▶ ASSIGNMENT:
Repeat the lines below exactly as they appear, but leave out the images.
** INFORMATION follows **
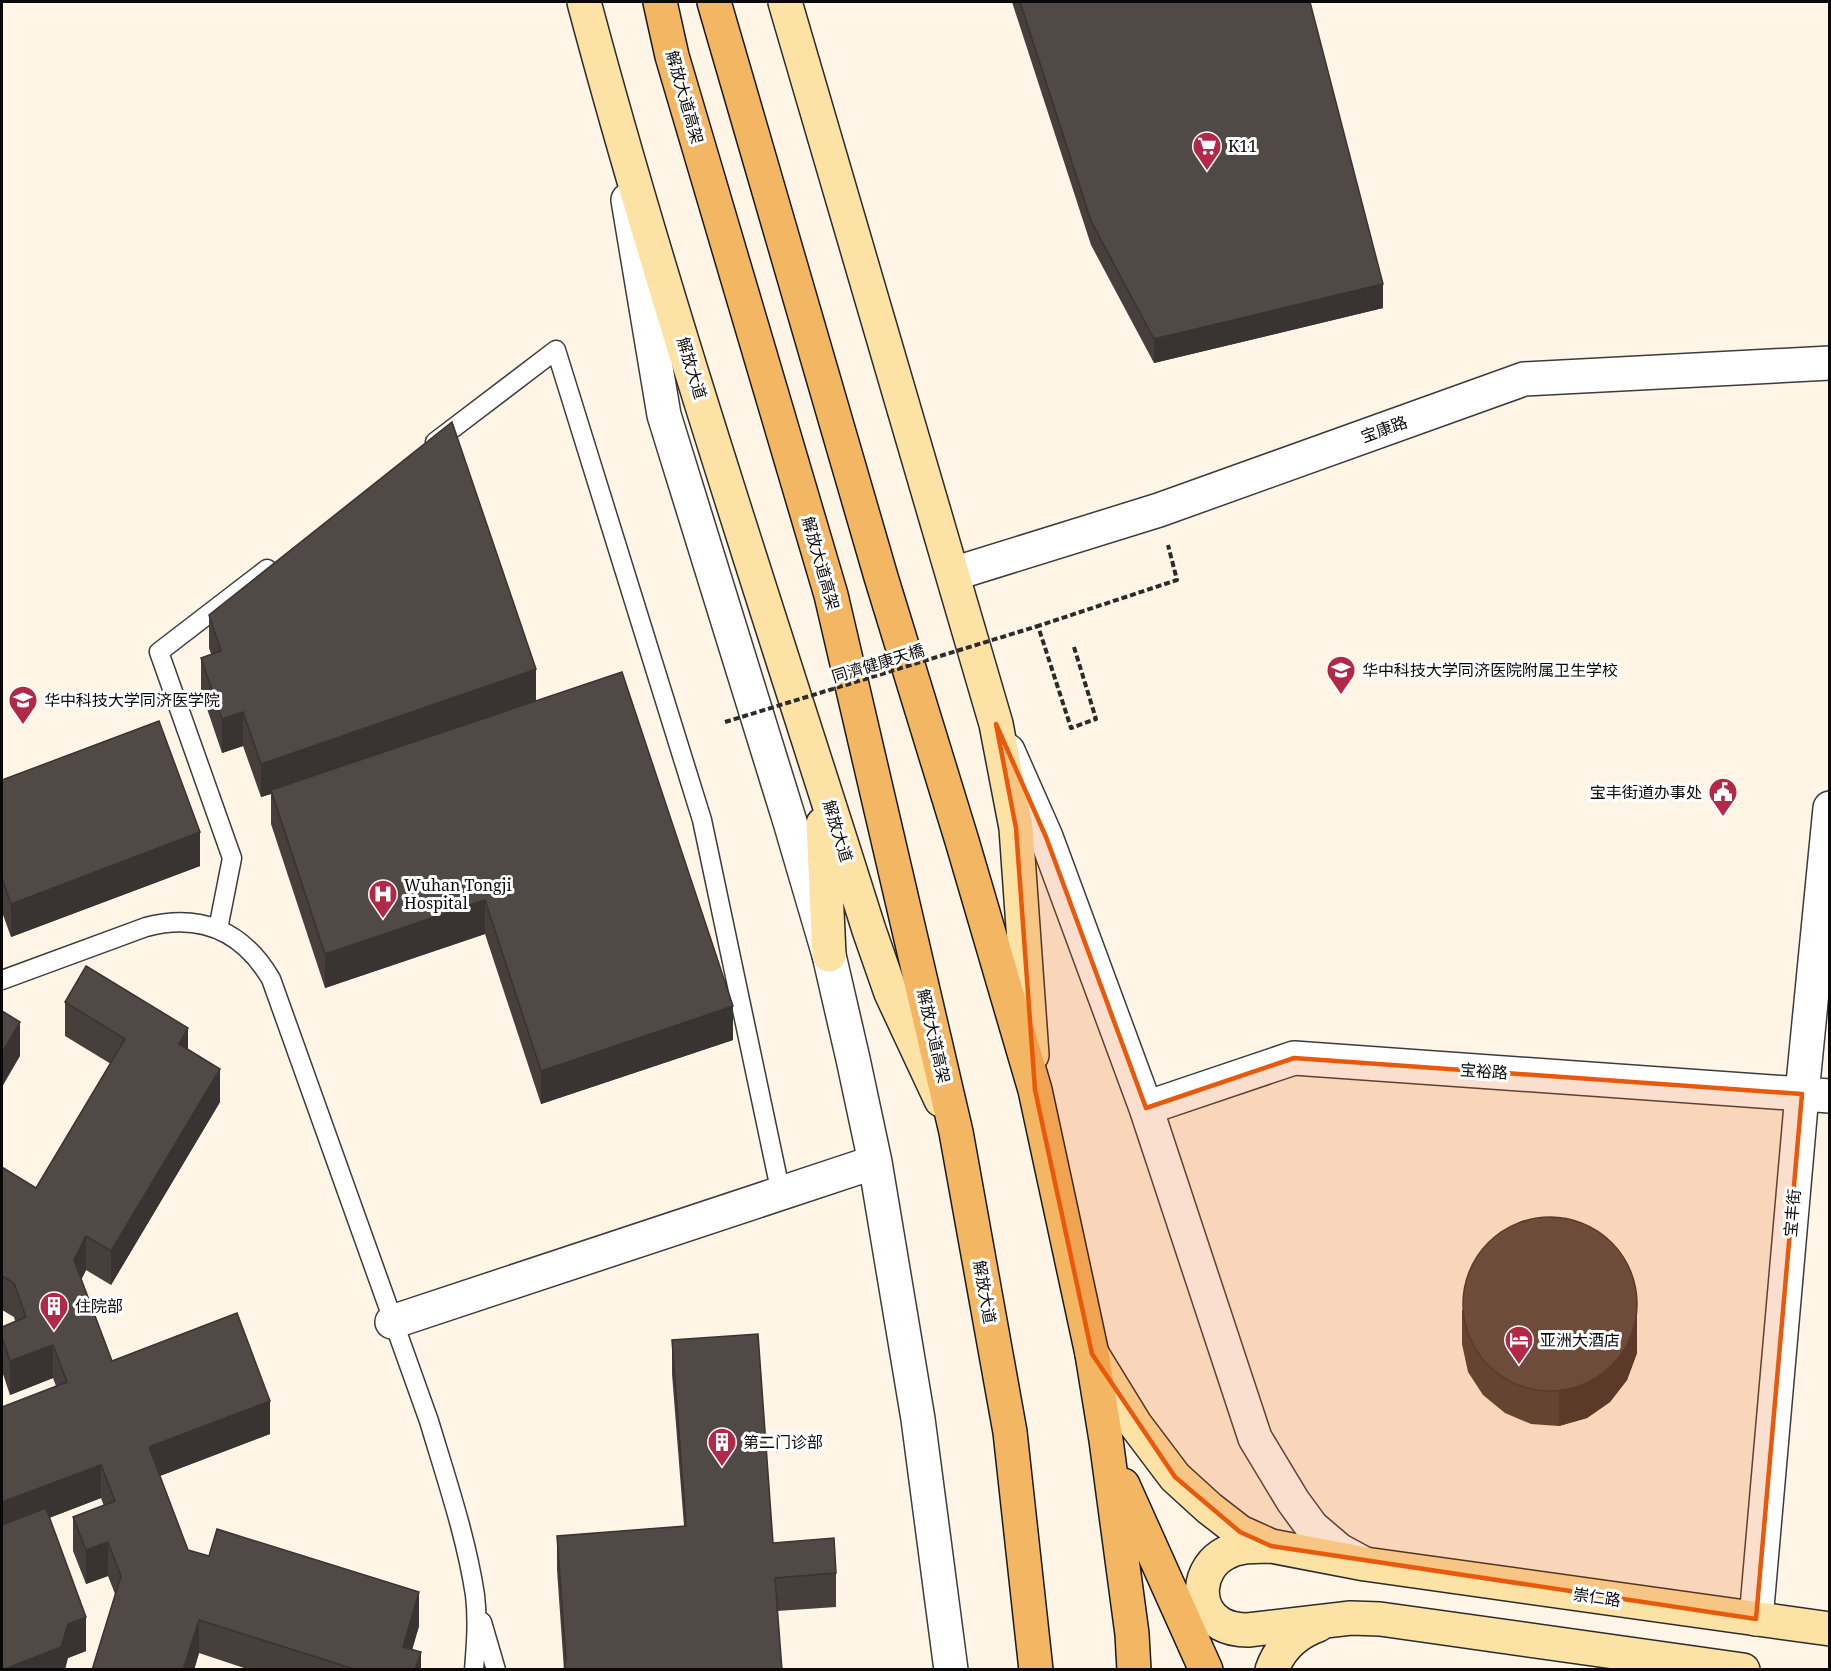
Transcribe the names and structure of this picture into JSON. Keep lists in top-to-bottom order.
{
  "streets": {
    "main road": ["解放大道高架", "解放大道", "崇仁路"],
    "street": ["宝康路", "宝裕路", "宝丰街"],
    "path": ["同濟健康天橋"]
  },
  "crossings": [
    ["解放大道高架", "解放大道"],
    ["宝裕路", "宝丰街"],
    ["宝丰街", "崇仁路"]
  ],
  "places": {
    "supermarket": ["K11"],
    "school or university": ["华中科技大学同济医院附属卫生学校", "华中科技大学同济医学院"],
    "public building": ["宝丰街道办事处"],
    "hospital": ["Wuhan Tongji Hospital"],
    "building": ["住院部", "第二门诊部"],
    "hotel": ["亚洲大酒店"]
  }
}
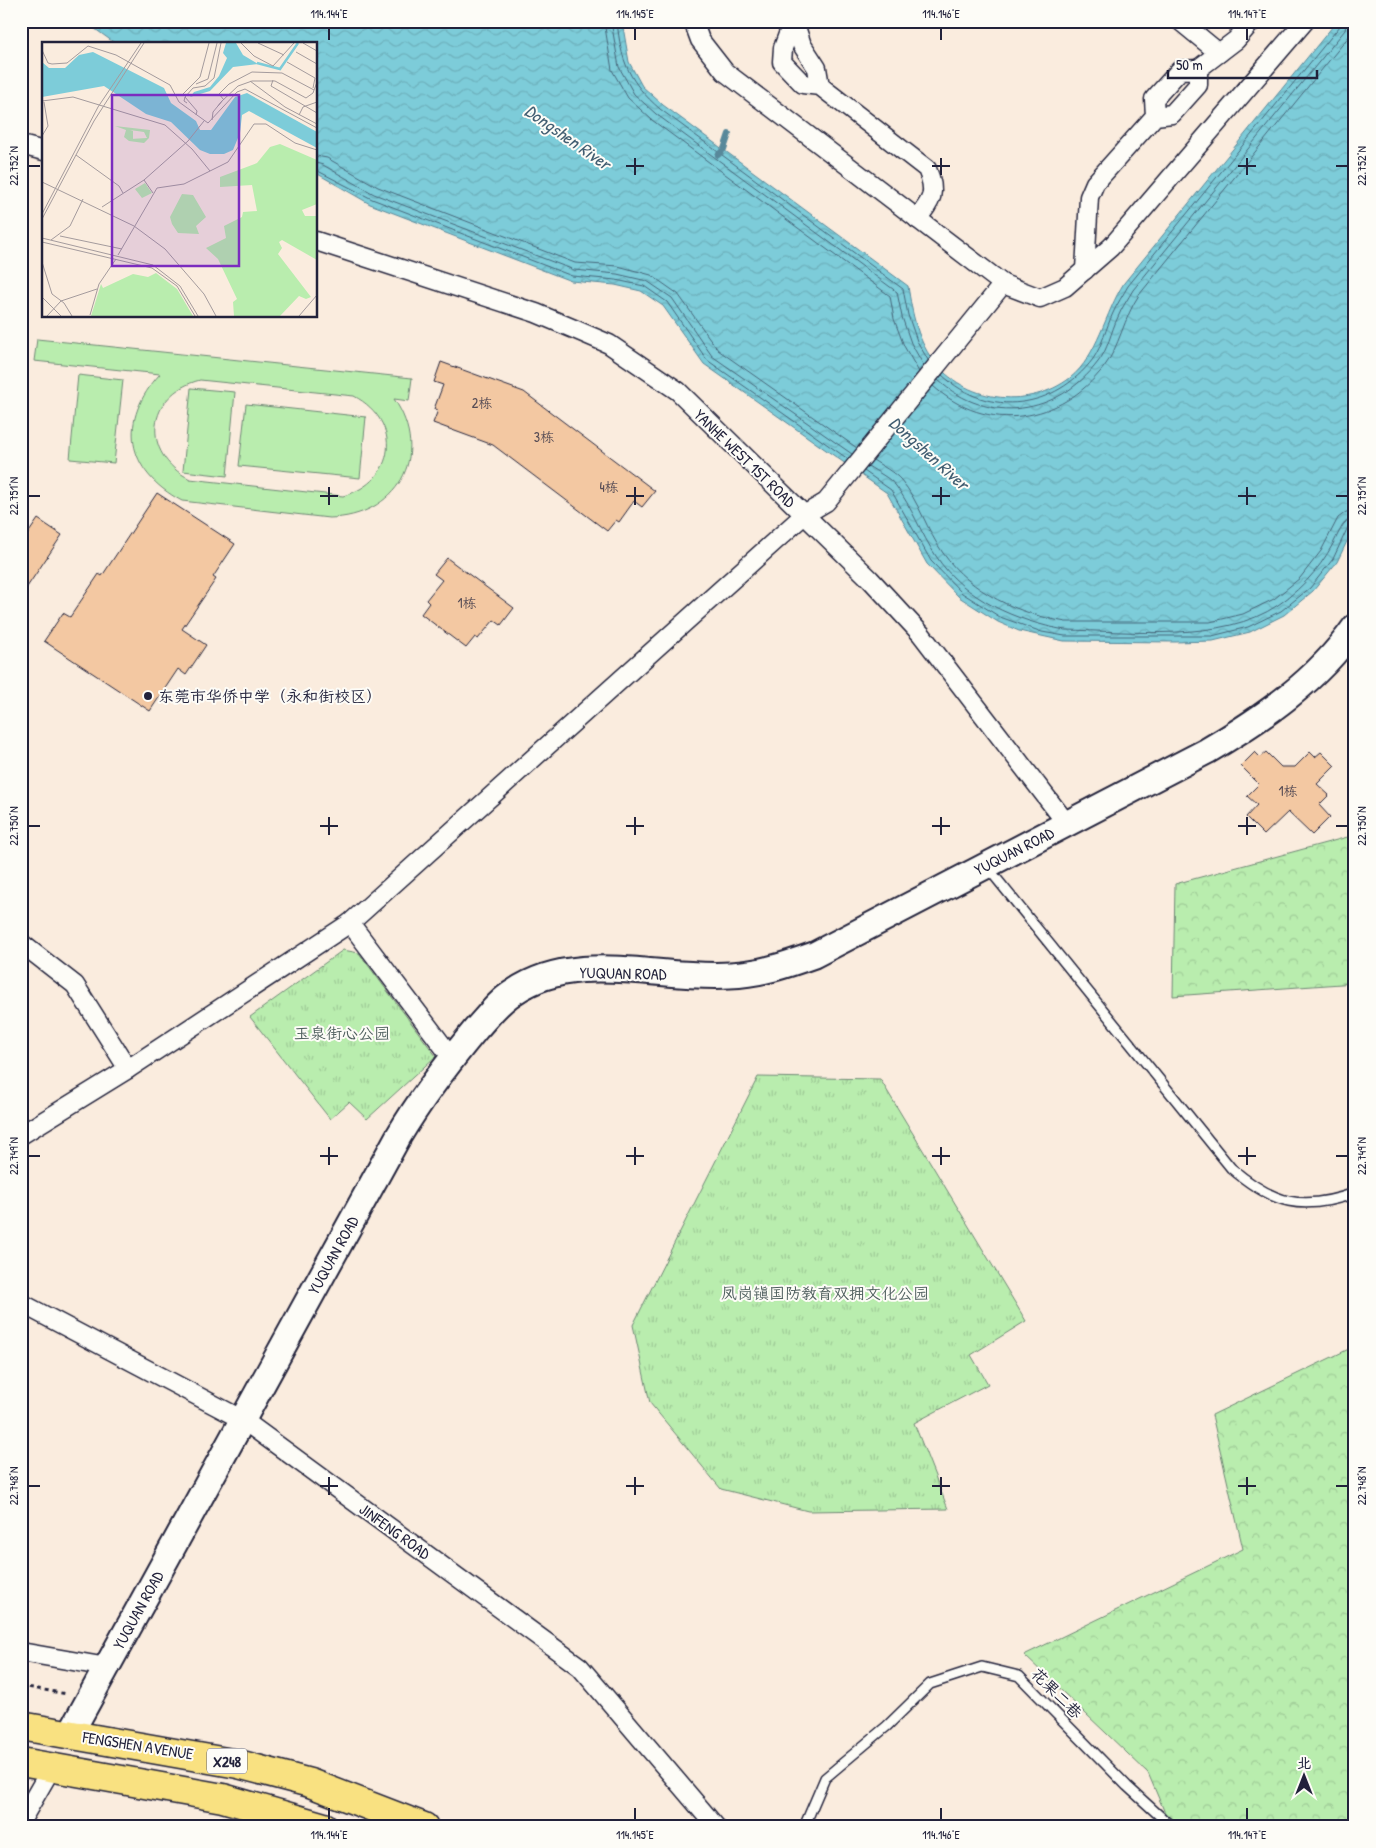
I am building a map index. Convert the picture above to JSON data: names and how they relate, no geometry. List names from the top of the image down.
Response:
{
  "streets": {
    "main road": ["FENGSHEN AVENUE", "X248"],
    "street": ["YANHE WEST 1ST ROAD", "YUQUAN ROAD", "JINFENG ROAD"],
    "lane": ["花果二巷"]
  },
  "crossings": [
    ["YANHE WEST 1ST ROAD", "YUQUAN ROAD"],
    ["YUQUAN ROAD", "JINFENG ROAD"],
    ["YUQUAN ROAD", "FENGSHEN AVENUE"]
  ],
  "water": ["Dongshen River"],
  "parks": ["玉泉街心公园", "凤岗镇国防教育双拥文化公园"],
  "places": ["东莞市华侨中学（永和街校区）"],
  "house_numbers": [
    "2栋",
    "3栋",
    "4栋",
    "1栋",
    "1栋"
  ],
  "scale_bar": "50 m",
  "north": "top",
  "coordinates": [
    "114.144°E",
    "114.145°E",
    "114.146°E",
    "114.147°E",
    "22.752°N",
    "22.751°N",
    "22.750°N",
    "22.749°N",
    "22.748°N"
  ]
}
** End of INFORMATION **
▶ REPLY:
Transcribe the names and structure of this picture into JSON. Keep lists in top-to-bottom order.
{
  "streets": {
    "main road": ["解放大道高架", "解放大道", "崇仁路"],
    "street": ["宝康路", "宝裕路", "宝丰街"],
    "path": ["同濟健康天橋"]
  },
  "crossings": [
    ["解放大道高架", "解放大道"],
    ["宝裕路", "宝丰街"],
    ["宝丰街", "崇仁路"]
  ],
  "places": {
    "supermarket": ["K11"],
    "school or university": ["华中科技大学同济医院附属卫生学校", "华中科技大学同济医学院"],
    "public building": ["宝丰街道办事处"],
    "hospital": ["Wuhan Tongji Hospital"],
    "building": ["住院部", "第二门诊部"],
    "hotel": ["亚洲大酒店"]
  }
}
I am building a map index. Convert the picture above to JSON data: names and how they relate, no geometry. List names from the top of the image down.
Response:
{
  "streets": {
    "main road": ["FENGSHEN AVENUE", "X248"],
    "street": ["YANHE WEST 1ST ROAD", "YUQUAN ROAD", "JINFENG ROAD"],
    "lane": ["花果二巷"]
  },
  "crossings": [
    ["YANHE WEST 1ST ROAD", "YUQUAN ROAD"],
    ["YUQUAN ROAD", "JINFENG ROAD"],
    ["YUQUAN ROAD", "FENGSHEN AVENUE"]
  ],
  "water": ["Dongshen River"],
  "parks": ["玉泉街心公园", "凤岗镇国防教育双拥文化公园"],
  "places": ["东莞市华侨中学（永和街校区）"],
  "house_numbers": [
    "2栋",
    "3栋",
    "4栋",
    "1栋",
    "1栋"
  ],
  "scale_bar": "50 m",
  "north": "top",
  "coordinates": [
    "114.144°E",
    "114.145°E",
    "114.146°E",
    "114.147°E",
    "22.752°N",
    "22.751°N",
    "22.750°N",
    "22.749°N",
    "22.748°N"
  ]
}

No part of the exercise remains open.